Some degree of osteoarthritis of the spine is common in middle-aged people, even if they are not aware of it. OA of the spine can take several forms. In ankylosis, parts of the spine are abnormally fused together as a result of bony overgrowth. For example, bony spurs can fuse vertebral bodies together. The peripheral nerves formed from the spinal cord exit the bony spine through recesses in vertebrae called intervertebral foramina (see Figure 2 below). Some of these foramina can become encroached by osteoarthritis and require surgical decompression. Vertebrae have contact points with other vertebra called facet joints (see Figure 3 below).Arthritis affecting these facet joints can be painful and limit the motion of the spine.

Figure 2: Spinal cord and nerve roots.

Figure 3: Normal spinal canal with facet joints.

Degenerative Disc Disease (DDD)

Degenerative disc disease refers to dehydration and shrinkage of the intervertebral discs that cushion the vertebral bodies of the spine. DDD is common and causes no symptoms in many older individuals. Everyone over about the age of 50 has some degree of DDD, which may or may not be symptomatic and functionally limiting.
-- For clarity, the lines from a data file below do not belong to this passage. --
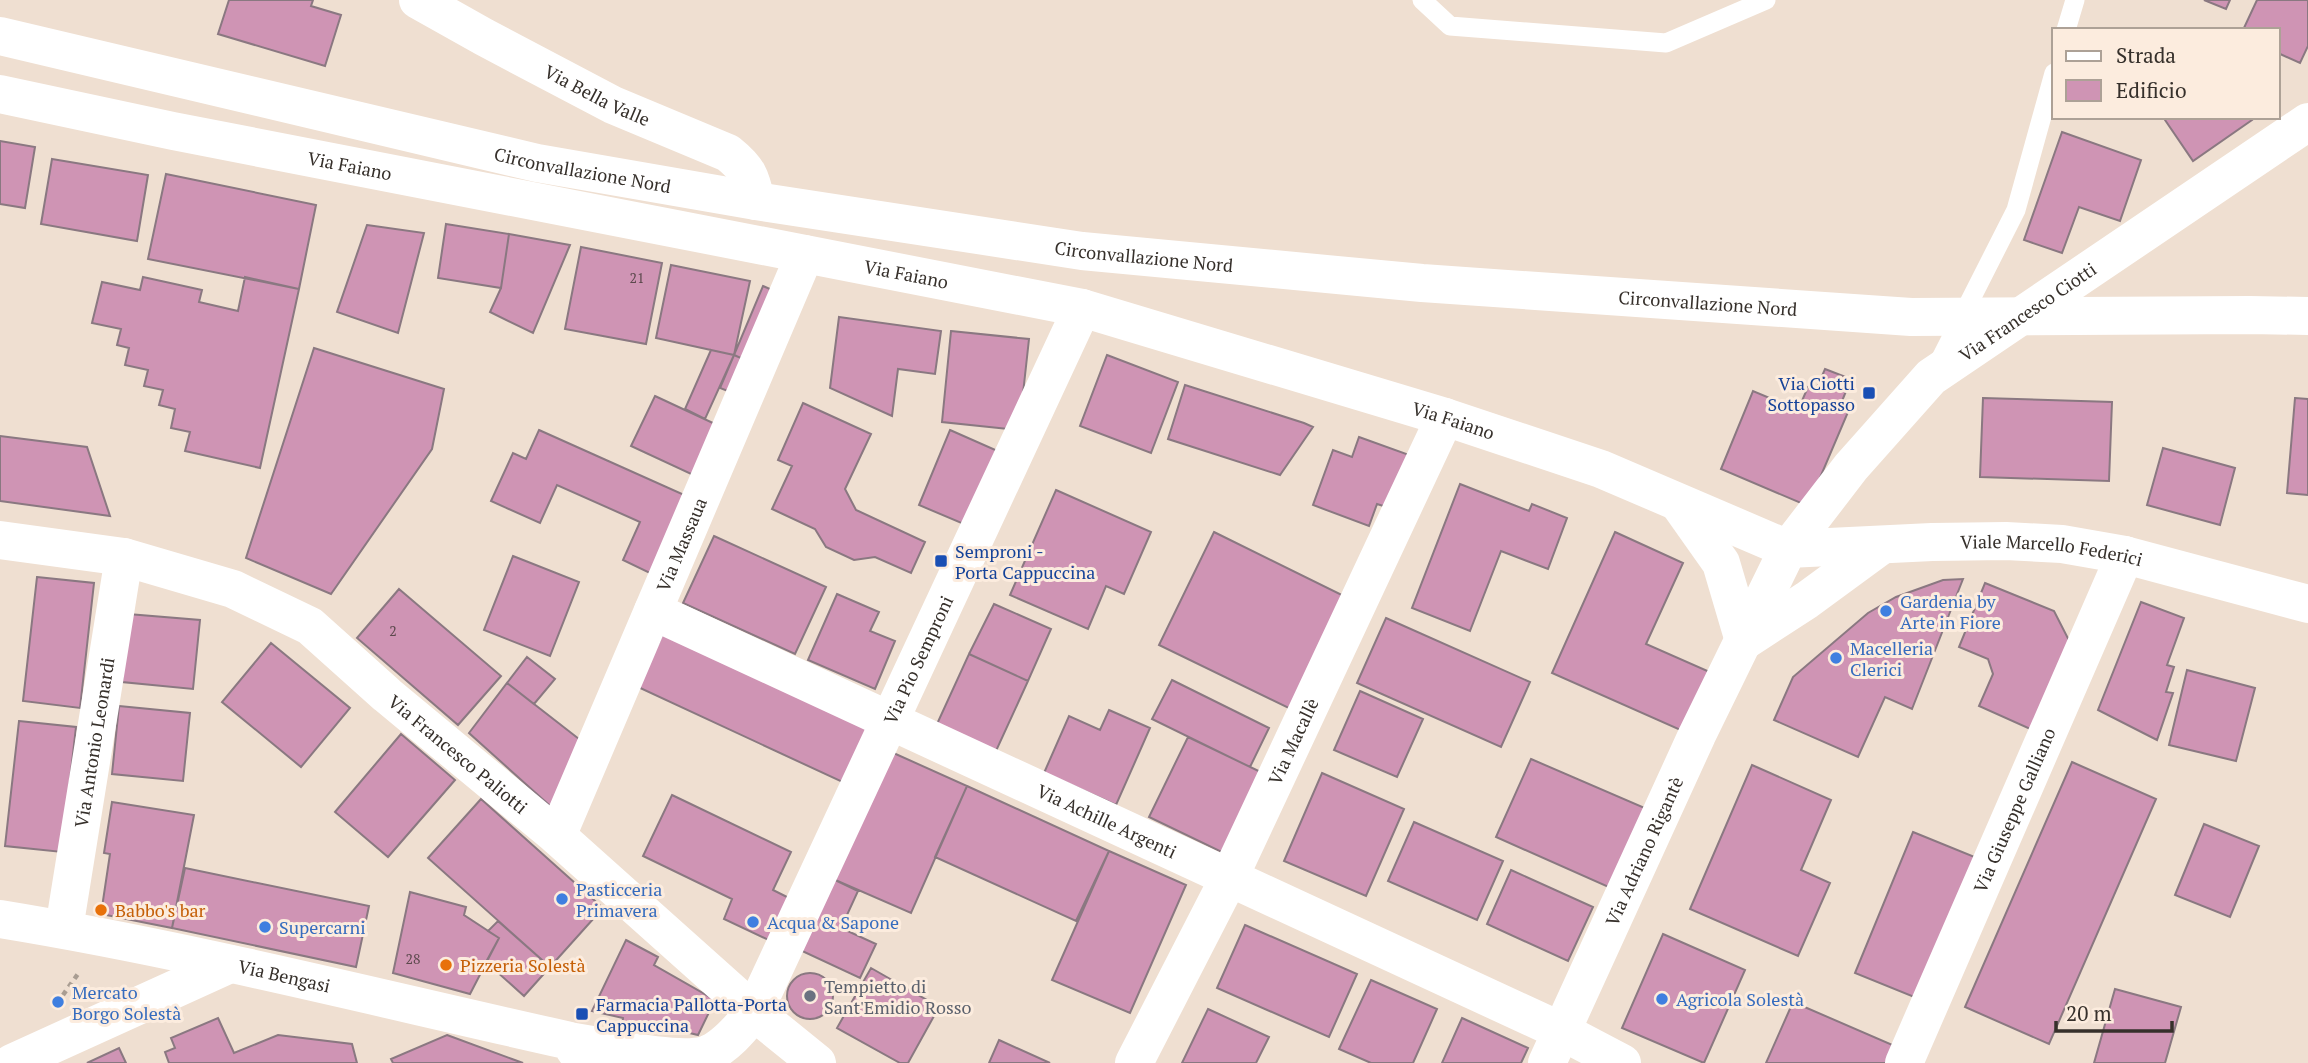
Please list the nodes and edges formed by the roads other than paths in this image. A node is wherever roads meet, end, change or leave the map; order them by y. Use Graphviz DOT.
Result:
graph roads {
  1 [pos="418,0"];
  2 [pos="1422,0"];
  3 [pos="1766,0"];
  4 [pos="2074,0"];
  5 [pos="2067,28"];
  6 [pos="0,36"];
  7 [pos="2052,80"];
  8 [pos="0,94"];
  9 [pos="2308,122"];
  10 [pos="756,201"];
  11 [pos="805,254"];
  12 [pos="1082,308"];
  13 [pos="2308,316"];
  14 [pos="1931,377"];
  15 [pos="1445,417"];
  16 [pos="1680,505"];
  17 [pos="0,540"];
  18 [pos="1882,545"];
  19 [pos="1788,549"];
  20 [pos="2125,555"];
  21 [pos="124,557"];
  22 [pos="2308,604"];
  23 [pos="653,611"];
  24 [pos="1744,640"];
  25 [pos="891,721"];
  26 [pos="557,836"];
  27 [pos="1229,878"];
  28 [pos="0,919"];
  29 [pos="64,929"];
  30 [pos="230,964"];
  31 [pos="754,1012"];
  32 [pos="1554,1047"];
  33 [pos="577,1052"];
  34 [pos="12,1063"];
  35 [pos="817,1063"];
  36 [pos="1134,1063"];
  37 [pos="1622,1063"];
  38 [pos="1905,1063"];
  1 -- 10 [label="street, Via Bella Valle"];
  2 -- 3 [label="lane"];
  4 -- 5 [label="lane"];
  6 -- 10 [label="street, Circonvallazione Nord"];
  7 -- 14 [label="lane"];
  8 -- 11 [label="street, Via Faiano"];
  9 -- 14 [label="street, Via Francesco Ciotti"];
  10 -- 13 [label="street, Circonvallazione Nord"];
  11 -- 12 [label="street, Via Faiano"];
  11 -- 23 [label="street, Via Massaua"];
  12 -- 15 [label="street, Via Faiano"];
  12 -- 25 [label="street, Via Pio Semproni"];
  14 -- 19 [label="street, Via Francesco Ciotti"];
  15 -- 16 [label="street, Via Faiano"];
  15 -- 27 [label="street, Via Macallè"];
  16 -- 19 [label="street, Via Faiano"];
  16 -- 24 [label="street"];
  17 -- 21 [label="street, Via Francesco Paliotti"];
  18 -- 19 [label="street, Viale Marcello Federici"];
  18 -- 20 [label="street, Viale Marcello Federici"];
  18 -- 24 [label="street"];
  19 -- 24 [label="street, Via Adriano Rigantè"];
  20 -- 22 [label="street, Viale Marcello Federici"];
  20 -- 38 [label="street, Via Giuseppe Galliano"];
  21 -- 26 [label="street, Via Francesco Paliotti"];
  21 -- 29 [label="street, Via Antonio Leonardi"];
  23 -- 25 [label="street, Via Achille Argenti"];
  23 -- 26 [label="street, Via Massaua"];
  24 -- 32 [label="street, Via Adriano Rigantè"];
  25 -- 27 [label="street, Via Achille Argenti"];
  25 -- 31 [label="street, Via Pio Semproni"];
  26 -- 31 [label="street, Via Francesco Paliotti"];
  27 -- 32 [label="street, Via Achille Argenti"];
  27 -- 36 [label="street, Via Macallè"];
  28 -- 29 [label="street, Via Bengasi"];
  29 -- 30 [label="street, Via Bengasi"];
  30 -- 33 [label="street, Via Bengasi"];
  30 -- 34 [label="street"];
  31 -- 33 [label="street, Via Bengasi"];
  31 -- 35 [label="street, Via Francesco Paliotti"];
  32 -- 37 [label="street, Via Achille Argenti"];
}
Osteoarthritis of the spine is frequently accompanied by DDD, while DDD without associated OA is also common. DDD can be seen on X-rays, MRI, and CT scans of the spine. It appears as narrowing of the space between vertebral bodies. Symptomatic DDD occurs between the 5th lumbar vertebra and the 1st sacral vertebra (L5-S1).

Sometimes a combination of OA and DDD produces enough symptoms that surgical fusion is performed in the lumbar spine (lumbar fusion) or cervical spine (neck). This procedure is done in an attempt to stabilize the spine and decrease pain. The surgery requires taking strips of bone from the posterior (back) upper part of the pelvic bone and laying them over the vertebral bodies that need to be stabilized (see Figure 4 below). Bone is living tissue and will incorporate the vertebral bodies into one solid mass. Sometimes, the bone strips do not incorporate well and the surgical fusion partially or wholly fails. Some fusions involve only two vertebrae, but multiple vertebrae may also be fused.

Figure 4: Vertebral fusion using bone strips.

Herniated Nucleus Pulposus (HNP) or Herniated Disc

A herniated nucleus pulposus is the protrusion of the hard, cartilaginous center (nucleus) of an intervertebral disk through the outer fibrous tissue (annulus fibrosa) (see Figures 5 and 6 below). Many small HNPs will produce acute symptoms that improve with time. Injection of corticosteroid drugs in the area of the HNP can also help relieve inflammation and pain. Some claimants have a large HNP that presses on a spinal nerve root, and must have part of the HNP removed (discectomy, diskectomy).

Figure 5: An intervertebral disk with lateral herniation.